Mass particles of 1 kg each are placed along x-axus at `x=1, 2, 4, 8, .... oo`. Then gravitational force o a mass of 3 kg placed at origin is (G= universal gravitation constant) :-

To solve the problem, we need to calculate the gravitational force acting on a mass of 3 kg placed at the origin due to an infinite series of 1 kg masses located at positions \( x = 1, 2, 4, 8, \ldots \). ### Step-by-Step Solution: 1. **Identify the Positions and Masses:** The masses are placed at positions \( x = 1, 2, 4, 8, \ldots \). Each mass is 1 kg. 2. **Use the Gravitational Force Formula:** The gravitational force \( F \) between two masses \( m_1 \) and \( m_2 \) separated by a distance \( r \) is given by: \[ F = \frac{G m_1 m_2}{r^2} \] Here, \( m_1 = 3 \) kg (the mass at the origin) and \( m_2 = 1 \) kg (the mass at position \( x \)).
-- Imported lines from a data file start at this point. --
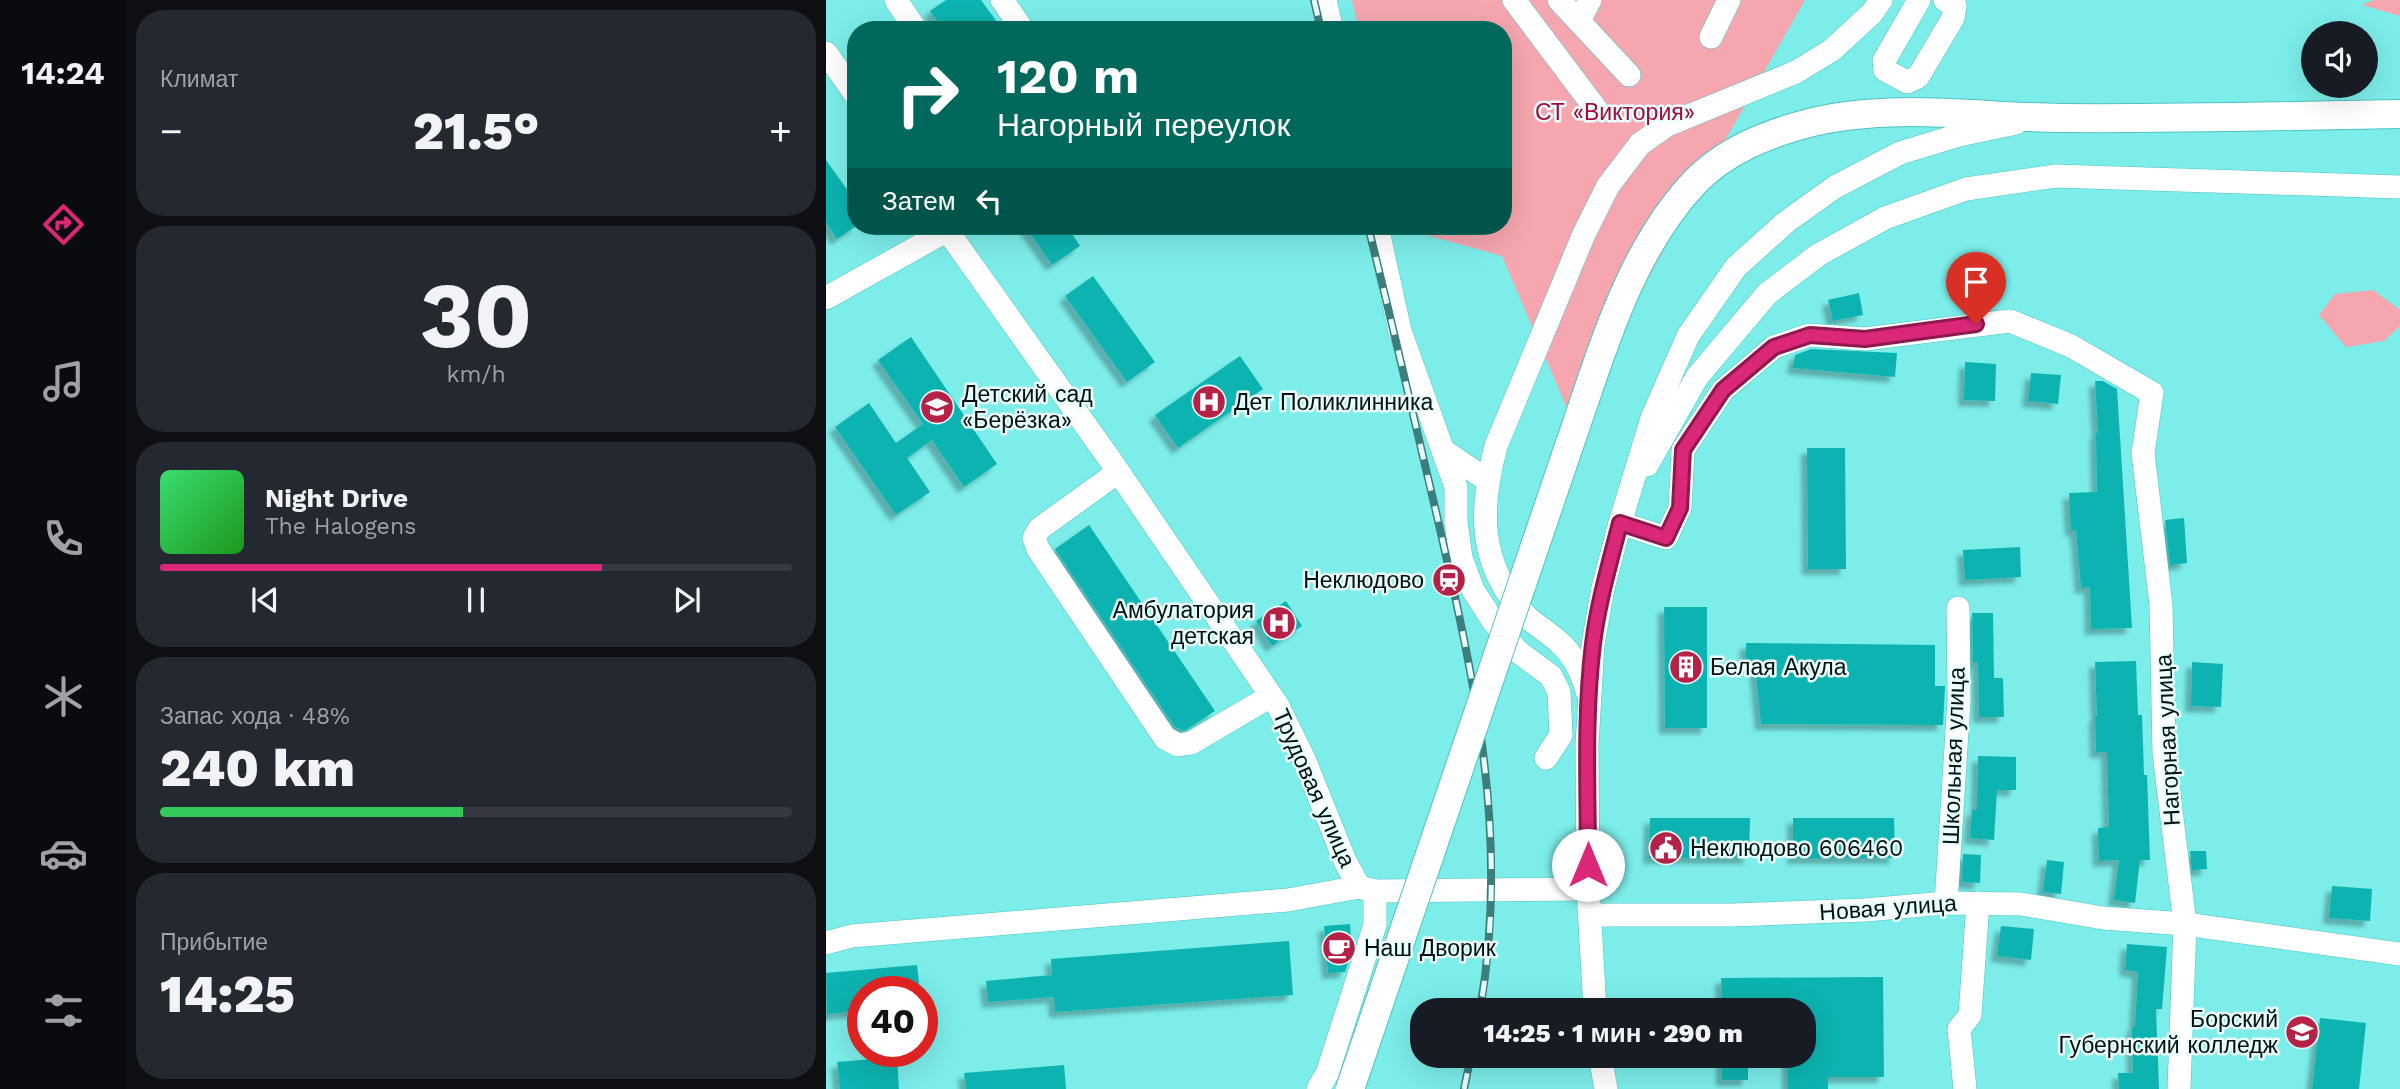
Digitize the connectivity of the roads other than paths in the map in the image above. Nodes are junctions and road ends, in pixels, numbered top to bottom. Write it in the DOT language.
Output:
graph roads {
  1 [pos="896,0"];
  2 [pos="1002,0"];
  3 [pos="1325,0"];
  4 [pos="1514,0"];
  5 [pos="1559,0"];
  6 [pos="1590,0"];
  7 [pos="1729,0"];
  8 [pos="1919,0"];
  9 [pos="1945,0"];
  10 [pos="1877,6"];
  11 [pos="910,21"];
  12 [pos="1017,21"];
  13 [pos="1330,21"];
  14 [pos="1579,21"];
  15 [pos="1902,28"];
  16 [pos="1711,37"];
  17 [pos="826,54"];
  18 [pos="1629,75"];
  19 [pos="847,83"];
  20 [pos="1596,109"];
  21 [pos="2400,114"];
  22 [pos="2060,118"];
  23 [pos="2400,187"];
  24 [pos="935,235"];
  25 [pos="955,235"];
  26 [pos="1379,235"];
  27 [pos="826,298"];
  28 [pos="1444,451"];
  29 [pos="1118,472"];
  30 [pos="1488,480"];
  31 [pos="1628,498"];
  32 [pos="1620,523"];
  33 [pos="1958,608"];
  34 [pos="1271,696"];
  35 [pos="1590,697"];
  36 [pos="1561,735"];
  37 [pos="1587,745"];
  38 [pos="1546,758"];
  39 [pos="1367,889"];
  40 [pos="1588,889"];
  41 [pos="1947,903"];
  42 [pos="1978,903"];
  43 [pos="1590,915"];
  44 [pos="2185,924"];
  45 [pos="826,943"];
  46 [pos="2400,954"];
  47 [pos="1594,998"];
  48 [pos="1596,1068"];
  49 [pos="1602,1068"];
  50 [pos="1318,1089"];
  51 [pos="1350,1089"];
  52 [pos="1592,1089"];
  53 [pos="1606,1089"];
  54 [pos="1965,1089"];
  55 [pos="2179,1089"];
  1 -- 11 [label="street"];
  2 -- 12 [label="street"];
  3 -- 13 [label="street"];
  4 -- 20 [label="street"];
  5 -- 14 [label="street"];
  6 -- 14 [label="street"];
  7 -- 16 [label="street"];
  8 -- 15 [label="street"];
  9 -- 15 [label="street"];
  10 -- 15 [label="street"];
  10 -- 30 [label="street"];
  14 -- 18 [label="street"];
  17 -- 19 [label="street"];
  21 -- 22 [label="main road"];
  22 -- 31 [label="street"];
  22 -- 51 [label="main road, bridge"];
  23 -- 31 [label="street"];
  24 -- 27 [label="street"];
  25 -- 29 [label="street, Трудовая улица"];
  26 -- 28 [label="street"];
  28 -- 30 [label="street"];
  28 -- 36 [label="street"];
  29 -- 34 [label="street, Трудовая улица"];
  29 -- 34 [label="street"];
  30 -- 35 [label="street"];
  31 -- 32 [label="street"];
  32 -- 35 [label="street"];
  32 -- 44 [label="street, Нагорная улица"];
  33 -- 41 [label="street, Школьная улица"];
  34 -- 39 [label="street, Трудовая улица"];
  35 -- 37 [label="street"];
  36 -- 37 [label="street"];
  36 -- 38 [label="street"];
  37 -- 40 [label="street"];
  39 -- 40 [label="street, Трудовая улица"];
  39 -- 45 [label="street"];
  39 -- 50 [label="street"];
  40 -- 43 [label="street"];
  41 -- 42 [label="street, Новая улица"];
  41 -- 43 [label="street, Новая улица"];
  42 -- 44 [label="street, Новая улица"];
  42 -- 54 [label="street"];
  43 -- 47 [label="street"];
  44 -- 46 [label="street, Новая улица"];
  44 -- 55 [label="street, Нагорная улица"];
  48 -- 52 [label="street"];
  49 -- 53 [label="street"];
}
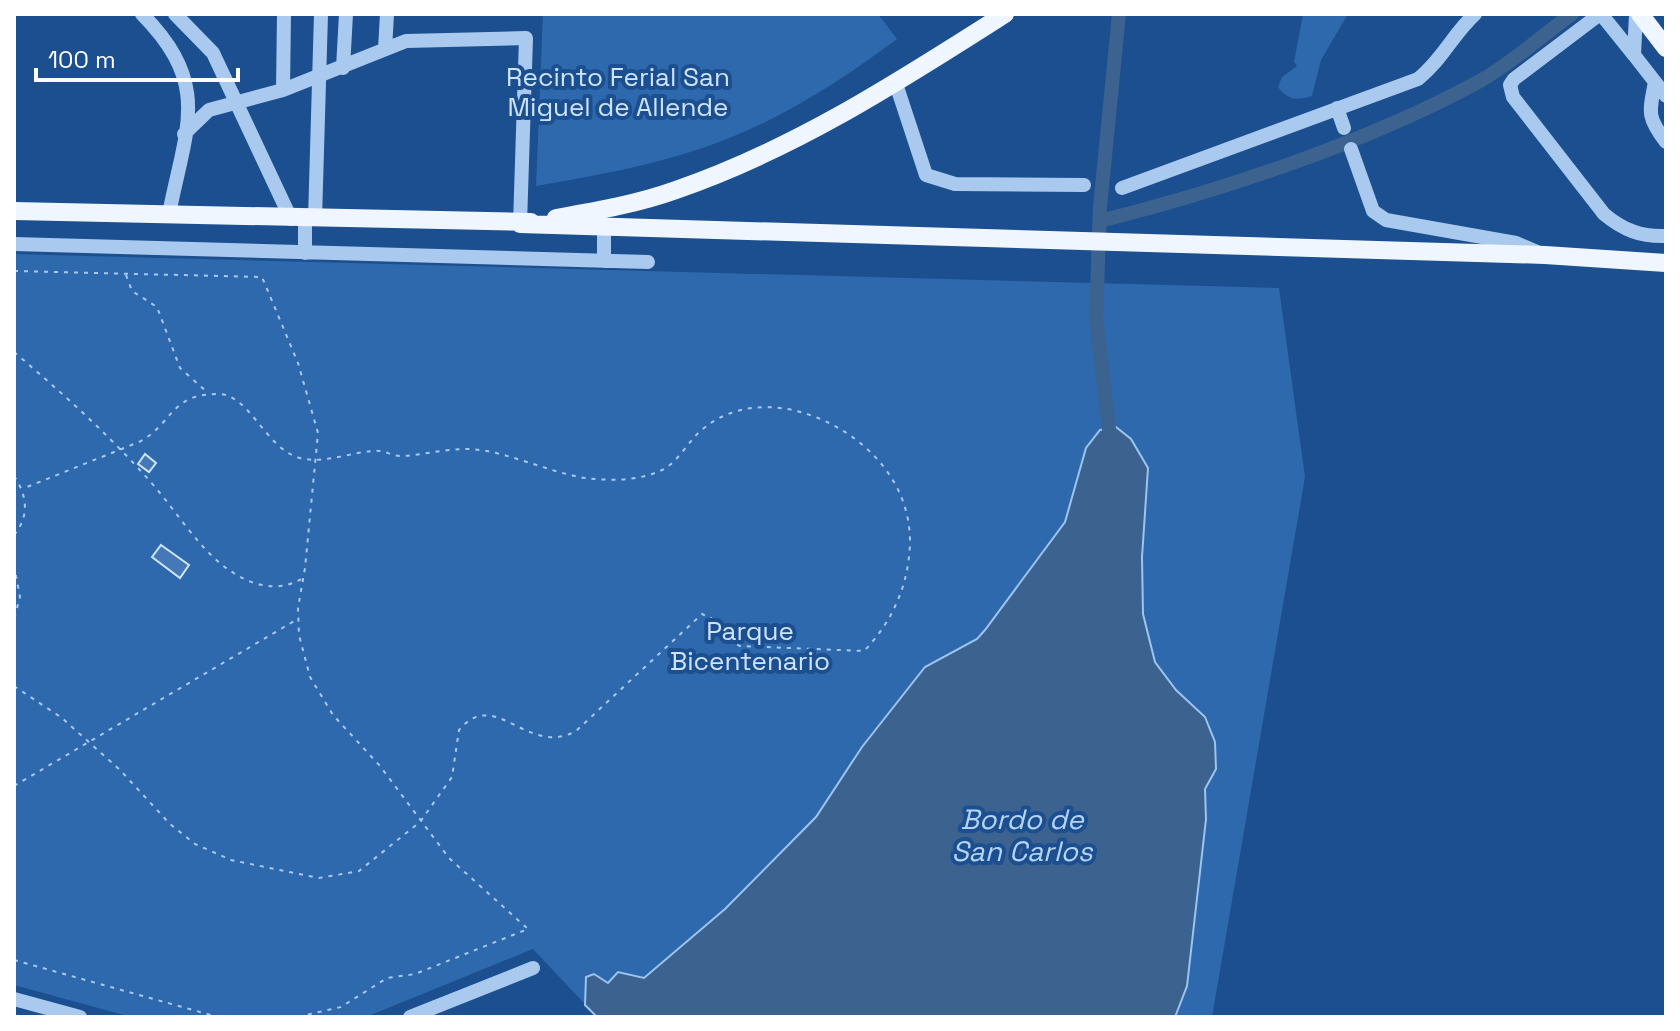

The distance \( r \) will be the position of the mass. 3. **Calculate the Force from Each Mass:** The gravitational force due to the mass at \( x = 1 \): \[ F_1 = \frac{G \cdot 3 \cdot 1}{1^2} = 3G \] The gravitational force due to the mass at \( x = 2 \): \[ F_2 = \frac{G \cdot 3 \cdot 1}{2^2} = \frac{3G}{4} \] The gravitational force due to the mass at \( x = 4 \): \[ F_3 = \frac{G \cdot 3 \cdot 1}{4^2} = \frac{3G}{16} \] The gravitational force due to the mass at \( x = 8 \): \[ F_4 = \frac{G \cdot 3 \cdot 1}{8^2} = \frac{3G}{64} \] And so on for masses at \( x = 16, 32, \ldots \). 4. **Sum the Forces:** The total gravitational force \( F \) acting on the 3 kg mass at the origin is the sum of all these forces: \[ F = F_1 + F_2 + F_3 + F_4 + \ldots \] This can be expressed as: \[ F = 3G + \frac{3G}{4} + \frac{3G}{16} + \frac{3G}{64} + \ldots \] 5. **Factor Out Common Terms:** We can factor out \( 3G \): \[ F = 3G \left(1 + \frac{1}{4} + \frac{1}{16} + \frac{1}{64} + \ldots \right) \] 6. **Recognize the Series:** The series inside the parentheses is a geometric series where the first term \( a = 1 \) and the common ratio \( r = \frac{1}{4} \). The sum \( S \) of an infinite geometric series is given by: \[ S = \frac{a}{1 - r} \] Substituting the values: \[ S = \frac{1}{1 - \frac{1}{4}} = \frac{1}{\frac{3}{4}} = \frac{4}{3} \] 7. **Calculate the Total Force:** Substituting back into the force equation: \[ F = 3G \cdot \frac{4}{3} = 4G \] ### Final Answer: The gravitational force on the 3 kg mass placed at the origin due to the infinite series of 1 kg masses is: \[ \boxed{4G} \]